Every entry below needs to be repeated exactly.

[[ Available records, beginning ]]

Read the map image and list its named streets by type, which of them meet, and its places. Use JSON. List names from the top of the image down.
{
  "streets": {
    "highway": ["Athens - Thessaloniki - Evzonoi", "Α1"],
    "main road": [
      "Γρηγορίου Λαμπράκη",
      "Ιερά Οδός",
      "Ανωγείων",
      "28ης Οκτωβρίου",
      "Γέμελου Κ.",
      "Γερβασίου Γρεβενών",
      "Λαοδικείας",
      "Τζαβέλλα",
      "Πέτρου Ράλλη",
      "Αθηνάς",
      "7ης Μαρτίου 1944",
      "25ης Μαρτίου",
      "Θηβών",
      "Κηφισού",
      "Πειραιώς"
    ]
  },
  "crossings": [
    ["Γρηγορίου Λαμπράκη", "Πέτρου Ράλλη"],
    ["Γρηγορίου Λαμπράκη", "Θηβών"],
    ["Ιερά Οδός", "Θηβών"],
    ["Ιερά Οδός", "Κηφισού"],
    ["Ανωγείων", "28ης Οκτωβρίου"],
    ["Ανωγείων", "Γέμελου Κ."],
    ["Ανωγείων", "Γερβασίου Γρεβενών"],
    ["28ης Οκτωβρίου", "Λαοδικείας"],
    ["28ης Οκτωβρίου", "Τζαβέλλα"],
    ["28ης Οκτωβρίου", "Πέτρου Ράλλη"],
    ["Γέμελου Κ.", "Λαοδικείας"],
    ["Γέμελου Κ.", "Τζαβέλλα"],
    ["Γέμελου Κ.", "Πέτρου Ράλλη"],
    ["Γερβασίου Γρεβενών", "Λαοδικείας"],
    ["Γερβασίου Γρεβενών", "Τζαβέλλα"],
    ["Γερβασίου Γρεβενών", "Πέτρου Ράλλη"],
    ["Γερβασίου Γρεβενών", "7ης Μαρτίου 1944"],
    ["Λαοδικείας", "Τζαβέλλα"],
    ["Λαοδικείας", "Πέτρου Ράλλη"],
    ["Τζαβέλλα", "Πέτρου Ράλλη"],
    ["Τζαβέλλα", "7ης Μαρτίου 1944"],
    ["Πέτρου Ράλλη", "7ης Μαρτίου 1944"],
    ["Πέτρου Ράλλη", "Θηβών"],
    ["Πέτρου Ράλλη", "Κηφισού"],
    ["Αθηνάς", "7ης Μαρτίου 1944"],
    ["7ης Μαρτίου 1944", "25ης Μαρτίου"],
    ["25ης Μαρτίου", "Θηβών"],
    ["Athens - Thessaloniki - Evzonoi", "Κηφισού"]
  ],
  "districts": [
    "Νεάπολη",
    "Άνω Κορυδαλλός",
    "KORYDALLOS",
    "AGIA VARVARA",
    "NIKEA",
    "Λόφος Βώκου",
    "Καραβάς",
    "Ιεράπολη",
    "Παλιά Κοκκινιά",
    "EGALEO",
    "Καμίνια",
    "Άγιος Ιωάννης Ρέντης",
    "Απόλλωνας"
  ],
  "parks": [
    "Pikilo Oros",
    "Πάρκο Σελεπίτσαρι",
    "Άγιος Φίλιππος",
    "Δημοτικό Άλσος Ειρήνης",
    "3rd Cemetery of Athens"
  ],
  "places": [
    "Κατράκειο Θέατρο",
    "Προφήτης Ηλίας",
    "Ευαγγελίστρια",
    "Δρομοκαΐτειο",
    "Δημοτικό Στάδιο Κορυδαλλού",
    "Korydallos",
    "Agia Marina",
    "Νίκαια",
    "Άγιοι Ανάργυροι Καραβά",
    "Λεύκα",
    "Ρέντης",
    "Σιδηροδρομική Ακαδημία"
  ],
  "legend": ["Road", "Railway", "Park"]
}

[[ Available records, end ]]

> [Response area]:
Read the map image and list its named streets by type, which of them meet, and its places. Use JSON. List names from the top of the image down.
{
  "streets": {
    "highway": ["Athens - Thessaloniki - Evzonoi", "Α1"],
    "main road": [
      "Γρηγορίου Λαμπράκη",
      "Ιερά Οδός",
      "Ανωγείων",
      "28ης Οκτωβρίου",
      "Γέμελου Κ.",
      "Γερβασίου Γρεβενών",
      "Λαοδικείας",
      "Τζαβέλλα",
      "Πέτρου Ράλλη",
      "Αθηνάς",
      "7ης Μαρτίου 1944",
      "25ης Μαρτίου",
      "Θηβών",
      "Κηφισού",
      "Πειραιώς"
    ]
  },
  "crossings": [
    ["Γρηγορίου Λαμπράκη", "Πέτρου Ράλλη"],
    ["Γρηγορίου Λαμπράκη", "Θηβών"],
    ["Ιερά Οδός", "Θηβών"],
    ["Ιερά Οδός", "Κηφισού"],
    ["Ανωγείων", "28ης Οκτωβρίου"],
    ["Ανωγείων", "Γέμελου Κ."],
    ["Ανωγείων", "Γερβασίου Γρεβενών"],
    ["28ης Οκτωβρίου", "Λαοδικείας"],
    ["28ης Οκτωβρίου", "Τζαβέλλα"],
    ["28ης Οκτωβρίου", "Πέτρου Ράλλη"],
    ["Γέμελου Κ.", "Λαοδικείας"],
    ["Γέμελου Κ.", "Τζαβέλλα"],
    ["Γέμελου Κ.", "Πέτρου Ράλλη"],
    ["Γερβασίου Γρεβενών", "Λαοδικείας"],
    ["Γερβασίου Γρεβενών", "Τζαβέλλα"],
    ["Γερβασίου Γρεβενών", "Πέτρου Ράλλη"],
    ["Γερβασίου Γρεβενών", "7ης Μαρτίου 1944"],
    ["Λαοδικείας", "Τζαβέλλα"],
    ["Λαοδικείας", "Πέτρου Ράλλη"],
    ["Τζαβέλλα", "Πέτρου Ράλλη"],
    ["Τζαβέλλα", "7ης Μαρτίου 1944"],
    ["Πέτρου Ράλλη", "7ης Μαρτίου 1944"],
    ["Πέτρου Ράλλη", "Θηβών"],
    ["Πέτρου Ράλλη", "Κηφισού"],
    ["Αθηνάς", "7ης Μαρτίου 1944"],
    ["7ης Μαρτίου 1944", "25ης Μαρτίου"],
    ["25ης Μαρτίου", "Θηβών"],
    ["Athens - Thessaloniki - Evzonoi", "Κηφισού"]
  ],
  "districts": [
    "Νεάπολη",
    "Άνω Κορυδαλλός",
    "KORYDALLOS",
    "AGIA VARVARA",
    "NIKEA",
    "Λόφος Βώκου",
    "Καραβάς",
    "Ιεράπολη",
    "Παλιά Κοκκινιά",
    "EGALEO",
    "Καμίνια",
    "Άγιος Ιωάννης Ρέντης",
    "Απόλλωνας"
  ],
  "parks": [
    "Pikilo Oros",
    "Πάρκο Σελεπίτσαρι",
    "Άγιος Φίλιππος",
    "Δημοτικό Άλσος Ειρήνης",
    "3rd Cemetery of Athens"
  ],
  "places": [
    "Κατράκειο Θέατρο",
    "Προφήτης Ηλίας",
    "Ευαγγελίστρια",
    "Δρομοκαΐτειο",
    "Δημοτικό Στάδιο Κορυδαλλού",
    "Korydallos",
    "Agia Marina",
    "Νίκαια",
    "Άγιοι Ανάργυροι Καραβά",
    "Λεύκα",
    "Ρέντης",
    "Σιδηροδρομική Ακαδημία"
  ],
  "legend": ["Road", "Railway", "Park"]
}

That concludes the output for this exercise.